DATA FOR THE TASK below:
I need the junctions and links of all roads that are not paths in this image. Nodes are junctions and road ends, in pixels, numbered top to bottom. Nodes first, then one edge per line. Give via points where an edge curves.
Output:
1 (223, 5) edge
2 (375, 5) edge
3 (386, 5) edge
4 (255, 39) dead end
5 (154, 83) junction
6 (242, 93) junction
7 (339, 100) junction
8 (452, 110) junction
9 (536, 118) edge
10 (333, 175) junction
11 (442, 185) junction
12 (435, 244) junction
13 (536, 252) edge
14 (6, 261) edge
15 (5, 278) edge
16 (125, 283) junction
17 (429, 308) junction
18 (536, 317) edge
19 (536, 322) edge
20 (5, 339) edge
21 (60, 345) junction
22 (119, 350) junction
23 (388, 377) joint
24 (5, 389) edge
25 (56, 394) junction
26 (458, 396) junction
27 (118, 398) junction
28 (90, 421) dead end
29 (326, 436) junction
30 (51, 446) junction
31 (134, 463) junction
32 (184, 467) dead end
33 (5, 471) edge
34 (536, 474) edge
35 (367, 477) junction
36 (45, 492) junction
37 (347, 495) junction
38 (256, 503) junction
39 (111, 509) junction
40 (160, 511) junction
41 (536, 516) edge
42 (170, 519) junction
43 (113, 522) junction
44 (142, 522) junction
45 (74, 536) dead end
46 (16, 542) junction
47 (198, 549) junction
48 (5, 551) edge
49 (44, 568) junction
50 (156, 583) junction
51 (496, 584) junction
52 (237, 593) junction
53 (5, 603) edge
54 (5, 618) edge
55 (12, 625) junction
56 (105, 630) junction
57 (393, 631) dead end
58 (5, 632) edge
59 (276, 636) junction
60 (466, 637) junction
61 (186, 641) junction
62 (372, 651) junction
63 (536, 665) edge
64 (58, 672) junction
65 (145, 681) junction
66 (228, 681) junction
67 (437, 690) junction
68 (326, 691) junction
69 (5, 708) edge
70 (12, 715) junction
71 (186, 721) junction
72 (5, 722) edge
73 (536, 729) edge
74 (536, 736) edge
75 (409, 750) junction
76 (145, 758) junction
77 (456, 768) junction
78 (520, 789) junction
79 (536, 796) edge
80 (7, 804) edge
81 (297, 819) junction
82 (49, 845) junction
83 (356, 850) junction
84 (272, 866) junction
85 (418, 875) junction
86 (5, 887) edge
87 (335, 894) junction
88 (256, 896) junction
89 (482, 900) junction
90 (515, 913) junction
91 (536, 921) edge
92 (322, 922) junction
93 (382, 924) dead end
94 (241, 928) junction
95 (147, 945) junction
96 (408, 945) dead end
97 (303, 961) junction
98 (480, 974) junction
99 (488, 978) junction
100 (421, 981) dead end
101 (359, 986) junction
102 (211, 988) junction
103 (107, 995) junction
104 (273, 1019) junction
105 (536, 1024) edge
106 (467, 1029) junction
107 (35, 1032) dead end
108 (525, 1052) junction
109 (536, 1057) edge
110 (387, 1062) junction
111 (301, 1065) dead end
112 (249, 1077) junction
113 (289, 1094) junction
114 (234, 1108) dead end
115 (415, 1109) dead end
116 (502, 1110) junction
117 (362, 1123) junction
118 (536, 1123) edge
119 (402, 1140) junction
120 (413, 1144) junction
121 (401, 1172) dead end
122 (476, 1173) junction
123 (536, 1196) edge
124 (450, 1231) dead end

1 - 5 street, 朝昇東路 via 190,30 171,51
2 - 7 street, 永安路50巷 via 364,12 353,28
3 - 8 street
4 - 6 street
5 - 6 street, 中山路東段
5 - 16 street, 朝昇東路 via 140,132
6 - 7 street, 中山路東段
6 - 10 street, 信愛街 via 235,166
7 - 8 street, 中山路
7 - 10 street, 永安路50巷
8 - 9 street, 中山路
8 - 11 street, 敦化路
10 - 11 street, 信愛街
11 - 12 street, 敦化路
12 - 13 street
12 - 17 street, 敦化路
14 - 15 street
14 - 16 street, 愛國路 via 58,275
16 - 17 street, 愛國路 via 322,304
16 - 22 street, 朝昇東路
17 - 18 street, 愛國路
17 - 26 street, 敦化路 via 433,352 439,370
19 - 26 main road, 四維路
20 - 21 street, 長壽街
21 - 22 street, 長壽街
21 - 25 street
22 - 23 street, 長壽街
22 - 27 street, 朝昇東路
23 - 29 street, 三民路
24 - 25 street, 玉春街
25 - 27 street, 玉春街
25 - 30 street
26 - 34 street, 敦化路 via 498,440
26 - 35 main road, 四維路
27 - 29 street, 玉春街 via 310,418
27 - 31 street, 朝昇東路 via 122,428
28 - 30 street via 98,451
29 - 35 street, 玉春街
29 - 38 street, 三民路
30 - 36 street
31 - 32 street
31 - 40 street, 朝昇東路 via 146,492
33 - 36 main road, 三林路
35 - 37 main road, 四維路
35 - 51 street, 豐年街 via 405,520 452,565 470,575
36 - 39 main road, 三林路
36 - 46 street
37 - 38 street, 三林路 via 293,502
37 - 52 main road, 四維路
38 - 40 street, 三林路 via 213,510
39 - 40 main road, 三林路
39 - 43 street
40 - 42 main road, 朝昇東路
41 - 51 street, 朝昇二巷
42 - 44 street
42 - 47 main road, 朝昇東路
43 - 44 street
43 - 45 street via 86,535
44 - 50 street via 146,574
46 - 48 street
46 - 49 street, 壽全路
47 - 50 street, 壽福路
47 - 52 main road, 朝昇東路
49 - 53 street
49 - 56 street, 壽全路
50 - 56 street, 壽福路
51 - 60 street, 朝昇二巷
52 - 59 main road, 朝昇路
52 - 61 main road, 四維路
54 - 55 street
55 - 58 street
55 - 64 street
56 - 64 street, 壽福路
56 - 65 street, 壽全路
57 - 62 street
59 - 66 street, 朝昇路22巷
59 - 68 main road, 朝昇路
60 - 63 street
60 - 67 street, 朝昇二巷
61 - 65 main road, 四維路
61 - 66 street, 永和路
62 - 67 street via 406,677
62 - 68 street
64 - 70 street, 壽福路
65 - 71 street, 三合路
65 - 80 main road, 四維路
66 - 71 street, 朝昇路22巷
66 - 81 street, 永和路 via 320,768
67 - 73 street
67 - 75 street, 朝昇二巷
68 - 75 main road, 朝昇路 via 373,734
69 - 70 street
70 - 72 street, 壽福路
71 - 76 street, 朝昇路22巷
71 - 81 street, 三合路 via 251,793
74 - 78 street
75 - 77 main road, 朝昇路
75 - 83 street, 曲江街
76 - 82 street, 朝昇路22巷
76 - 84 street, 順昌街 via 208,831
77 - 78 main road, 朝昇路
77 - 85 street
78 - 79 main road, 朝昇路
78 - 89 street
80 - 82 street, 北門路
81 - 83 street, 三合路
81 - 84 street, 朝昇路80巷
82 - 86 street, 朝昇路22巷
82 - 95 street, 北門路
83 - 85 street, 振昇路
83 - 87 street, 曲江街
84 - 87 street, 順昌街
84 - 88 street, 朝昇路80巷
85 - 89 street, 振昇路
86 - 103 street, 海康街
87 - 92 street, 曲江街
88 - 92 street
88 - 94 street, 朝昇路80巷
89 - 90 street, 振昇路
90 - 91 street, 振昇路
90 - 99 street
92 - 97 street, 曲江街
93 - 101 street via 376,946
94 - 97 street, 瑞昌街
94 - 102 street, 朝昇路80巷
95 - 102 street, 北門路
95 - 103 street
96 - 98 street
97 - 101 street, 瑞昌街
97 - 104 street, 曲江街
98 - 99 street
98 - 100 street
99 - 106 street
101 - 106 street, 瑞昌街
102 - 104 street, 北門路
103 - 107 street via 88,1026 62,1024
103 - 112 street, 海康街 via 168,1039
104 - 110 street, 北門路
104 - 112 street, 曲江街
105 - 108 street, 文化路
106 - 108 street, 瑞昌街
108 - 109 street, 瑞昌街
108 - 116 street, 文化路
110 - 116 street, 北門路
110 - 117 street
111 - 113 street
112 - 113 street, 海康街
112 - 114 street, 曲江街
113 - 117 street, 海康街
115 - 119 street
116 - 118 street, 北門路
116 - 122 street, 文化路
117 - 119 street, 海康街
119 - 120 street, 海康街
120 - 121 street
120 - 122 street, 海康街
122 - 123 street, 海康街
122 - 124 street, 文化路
End of DATA FOR THE TASK.
• **WHAT THE TASK ASKS**: Say how many lines of the entries above include the word "朝昇二巷", giving the number alone.

• **EXERCISE SOLUTION**: 4